■ Listed records:
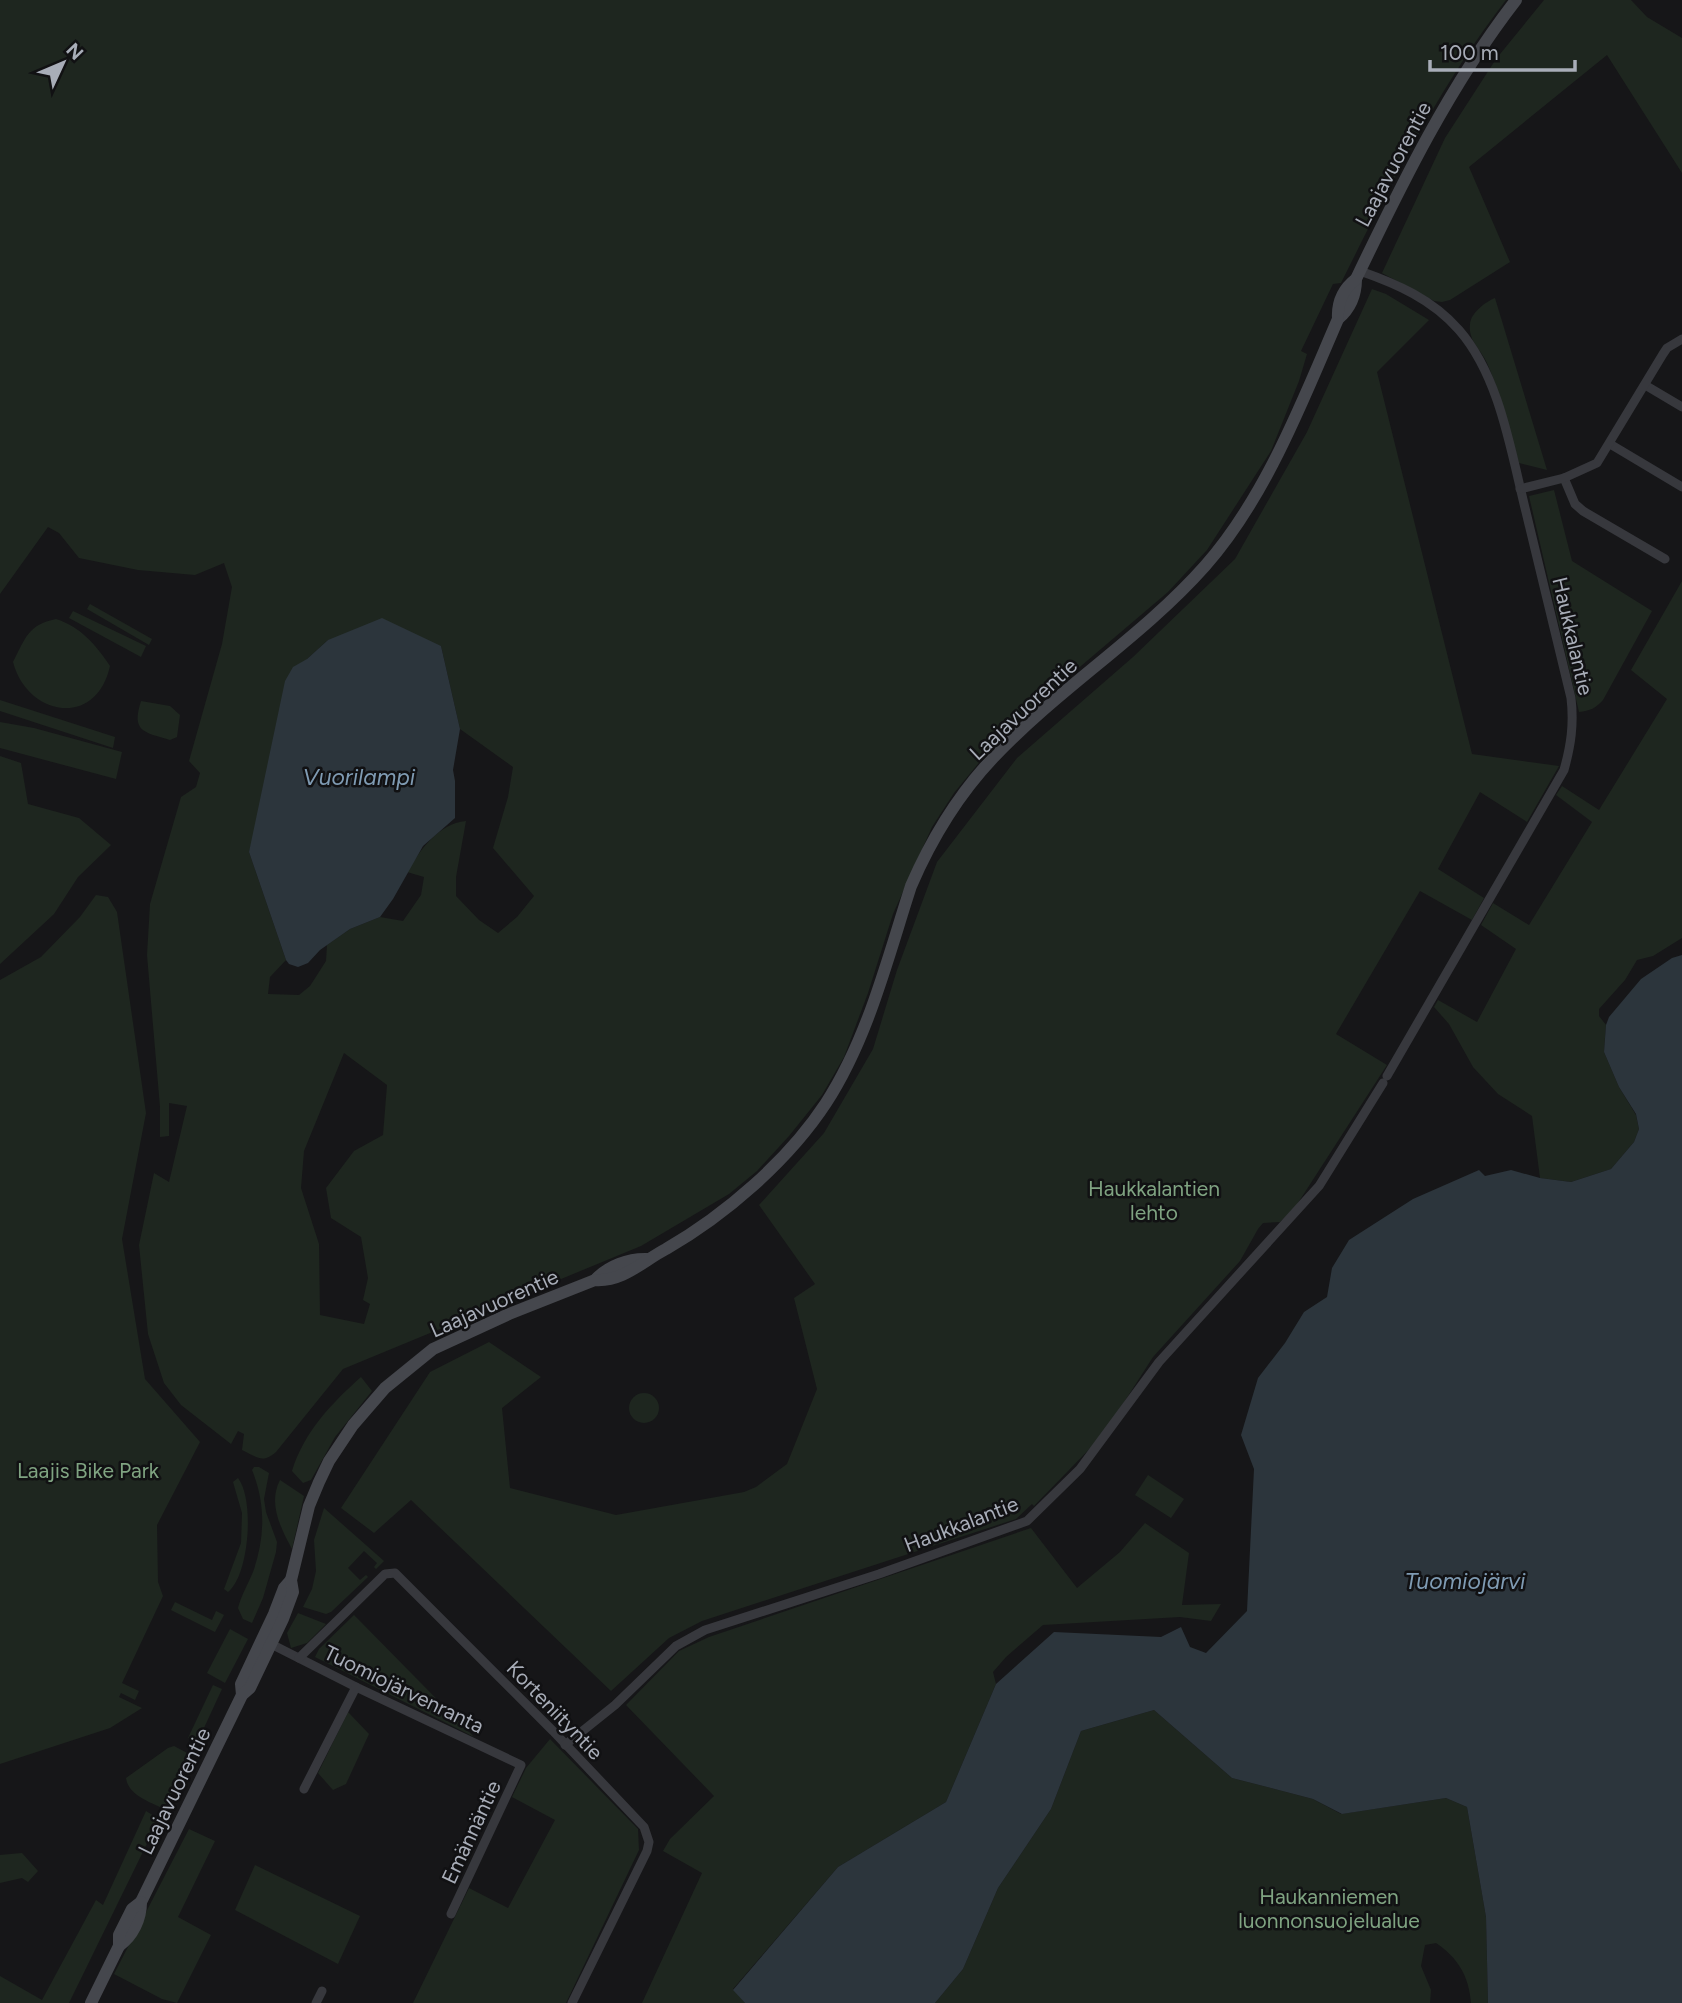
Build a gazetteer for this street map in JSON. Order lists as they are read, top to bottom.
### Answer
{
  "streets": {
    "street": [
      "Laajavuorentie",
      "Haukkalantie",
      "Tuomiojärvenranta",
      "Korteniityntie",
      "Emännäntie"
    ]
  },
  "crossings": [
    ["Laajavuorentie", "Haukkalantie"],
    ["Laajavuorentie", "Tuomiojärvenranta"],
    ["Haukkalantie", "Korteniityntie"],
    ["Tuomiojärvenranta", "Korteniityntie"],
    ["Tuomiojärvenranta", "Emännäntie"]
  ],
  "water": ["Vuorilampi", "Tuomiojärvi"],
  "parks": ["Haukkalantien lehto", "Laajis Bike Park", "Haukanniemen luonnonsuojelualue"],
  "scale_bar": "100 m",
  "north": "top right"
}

--

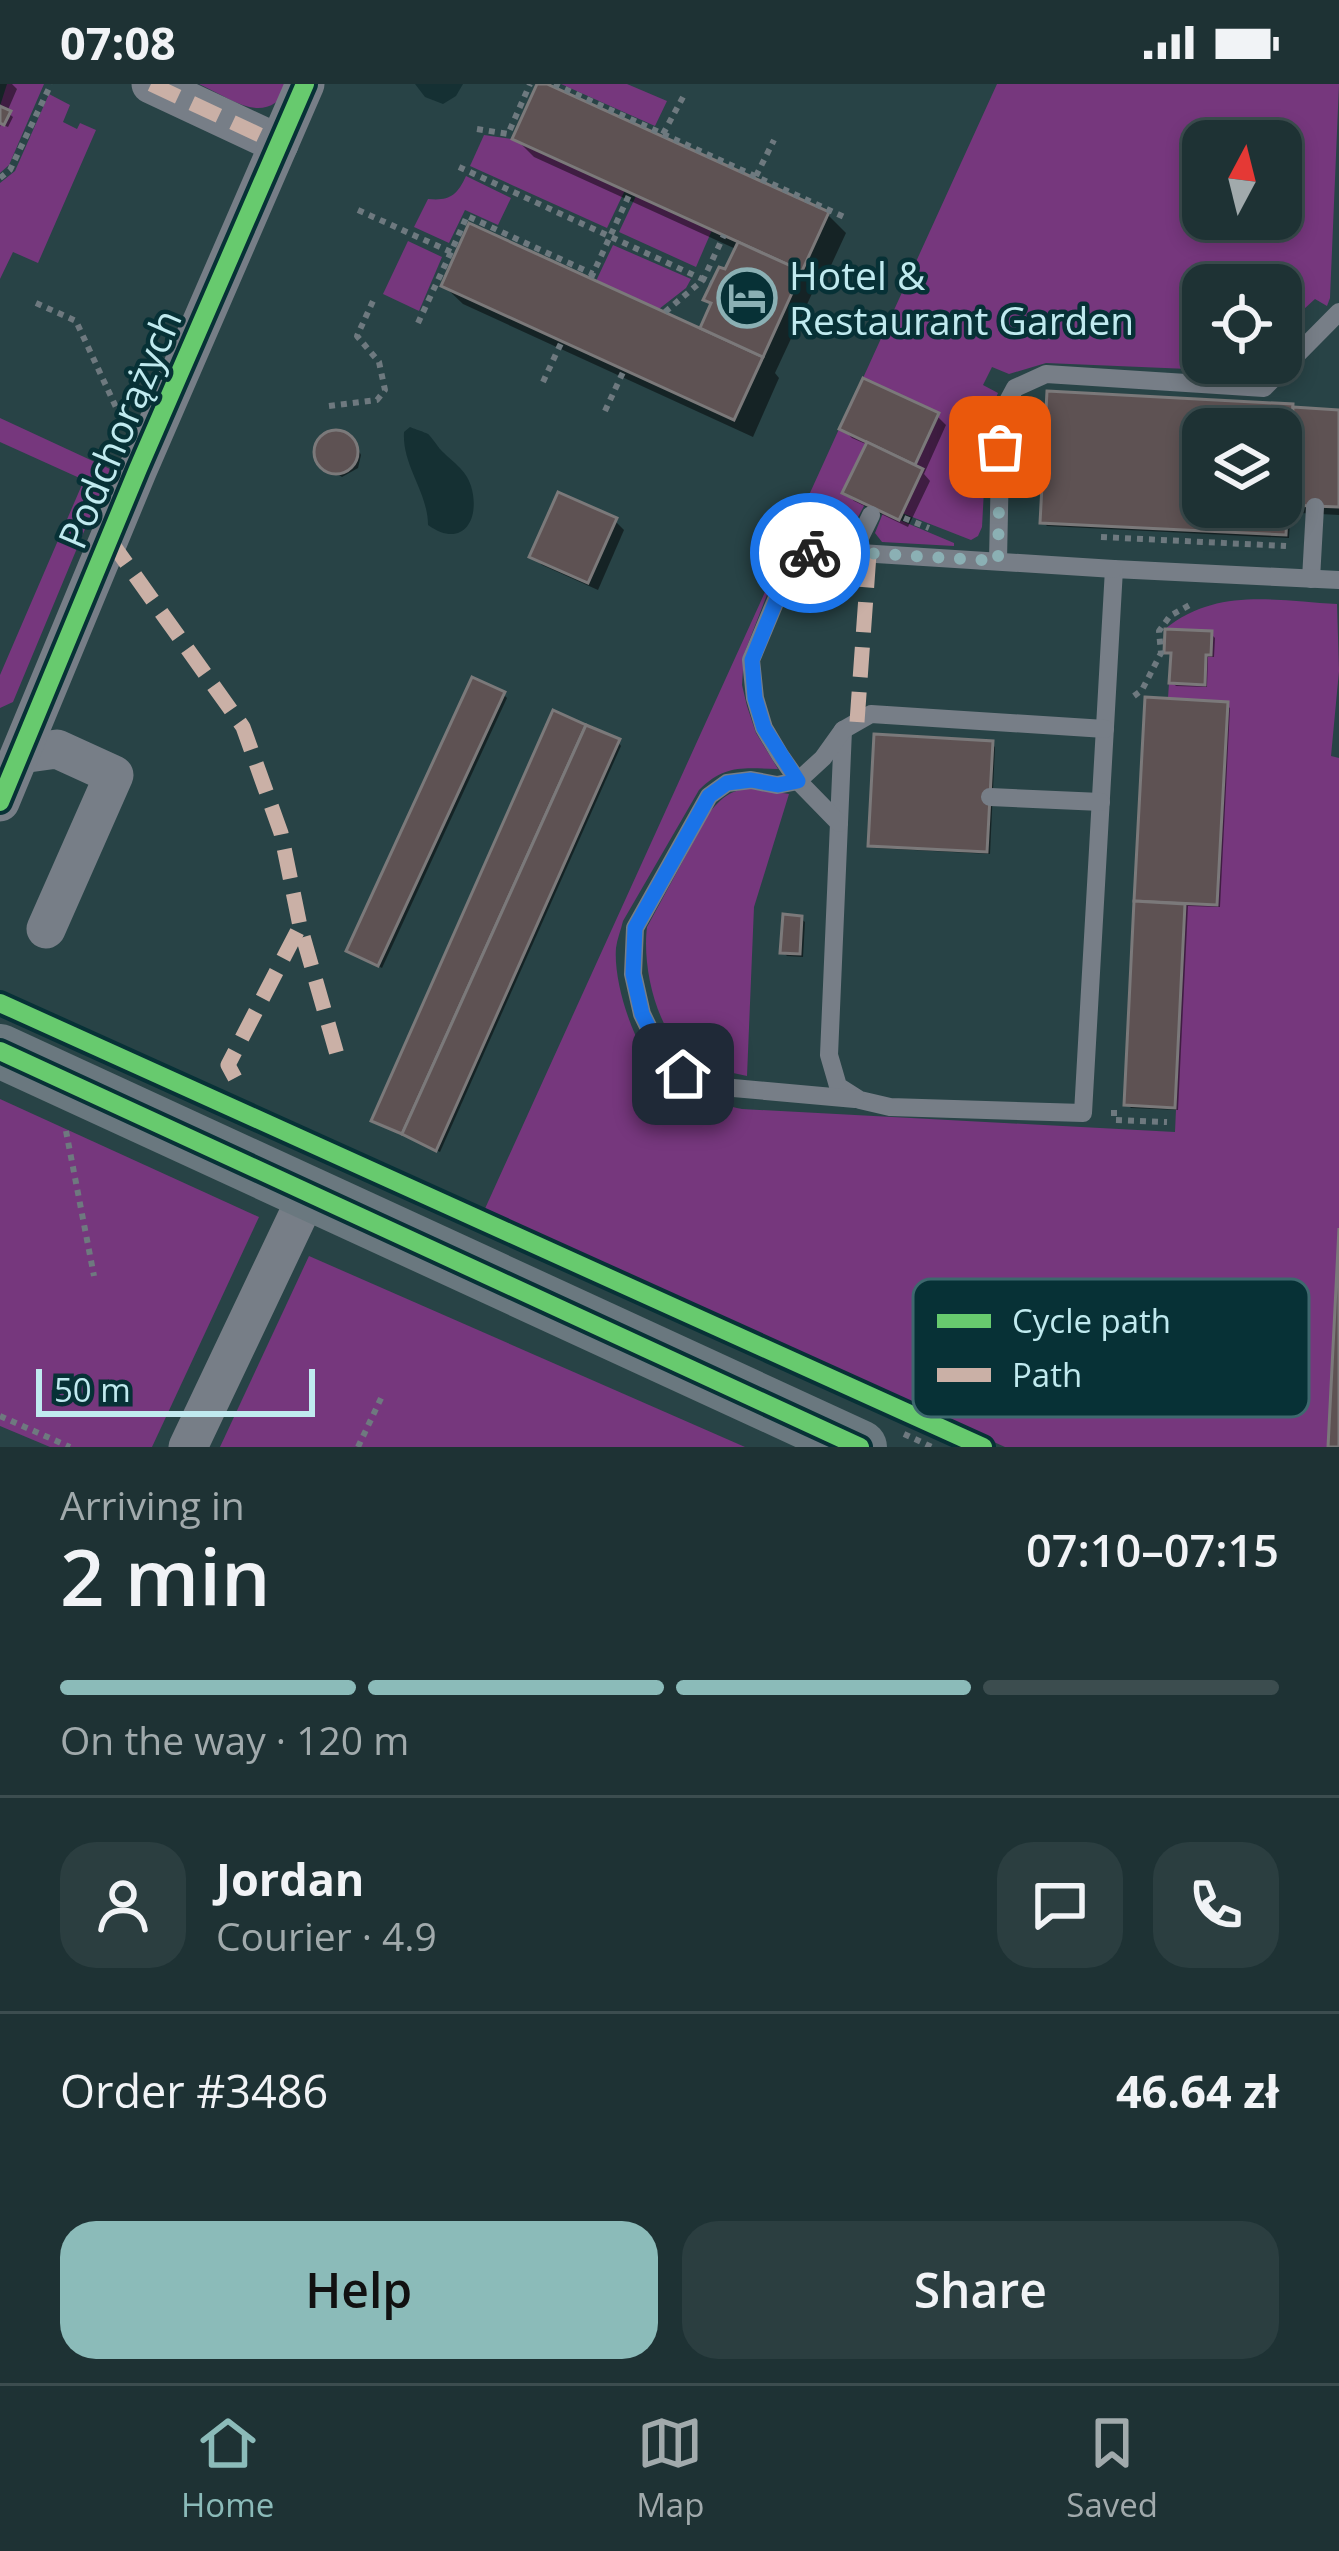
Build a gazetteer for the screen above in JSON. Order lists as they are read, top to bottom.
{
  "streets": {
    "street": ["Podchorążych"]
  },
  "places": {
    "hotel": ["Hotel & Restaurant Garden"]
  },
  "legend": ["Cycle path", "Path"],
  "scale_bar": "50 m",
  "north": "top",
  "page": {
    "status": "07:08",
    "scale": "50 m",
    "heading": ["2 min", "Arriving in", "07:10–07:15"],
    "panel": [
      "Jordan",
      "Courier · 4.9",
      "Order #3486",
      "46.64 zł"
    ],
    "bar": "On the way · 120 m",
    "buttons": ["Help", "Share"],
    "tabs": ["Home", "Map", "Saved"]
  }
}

* * *

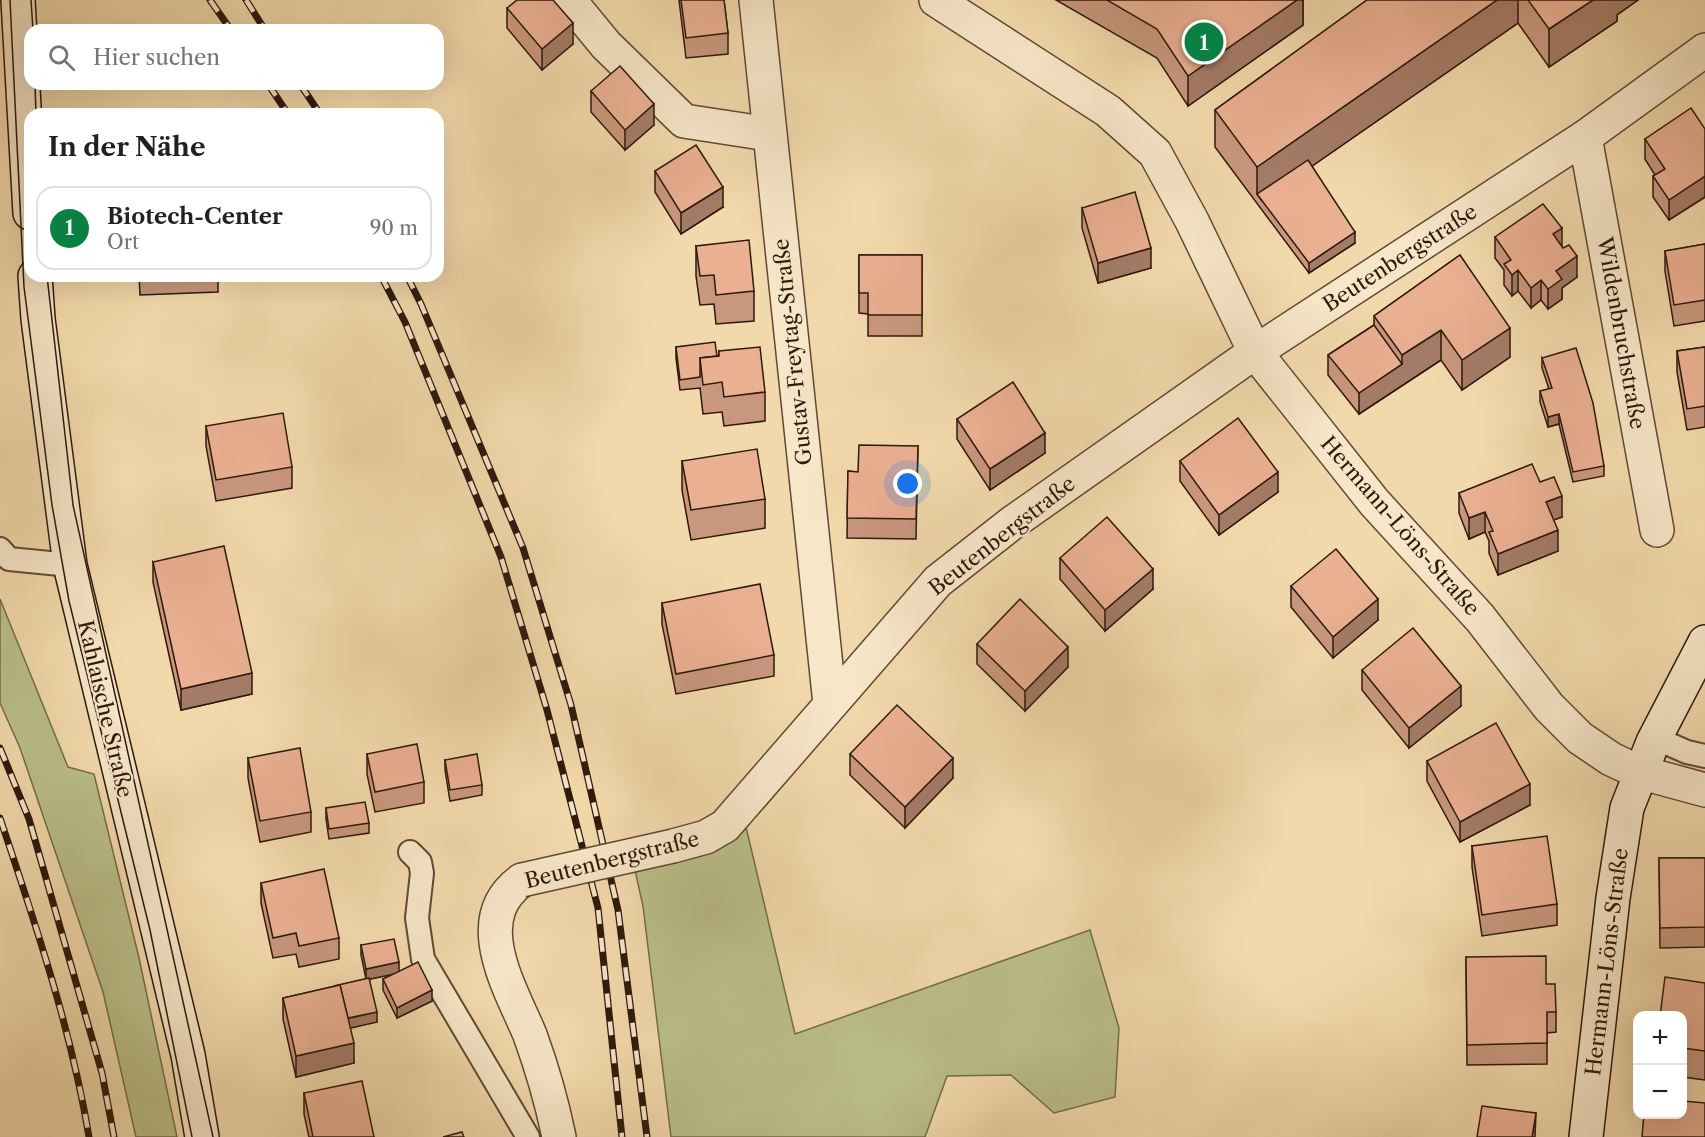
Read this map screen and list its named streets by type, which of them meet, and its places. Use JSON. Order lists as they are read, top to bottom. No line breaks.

■ What the exercise asks: Copy out every line of the data in which the word "this" is found.

■ Answer section:
Build a gazetteer for this street map in JSON. Order lists as they are read, top to bottom.
Read this map screen and list its named streets by type, which of them meet, and its places. Use JSON. Order lists as they are read, top to bottom. No line breaks.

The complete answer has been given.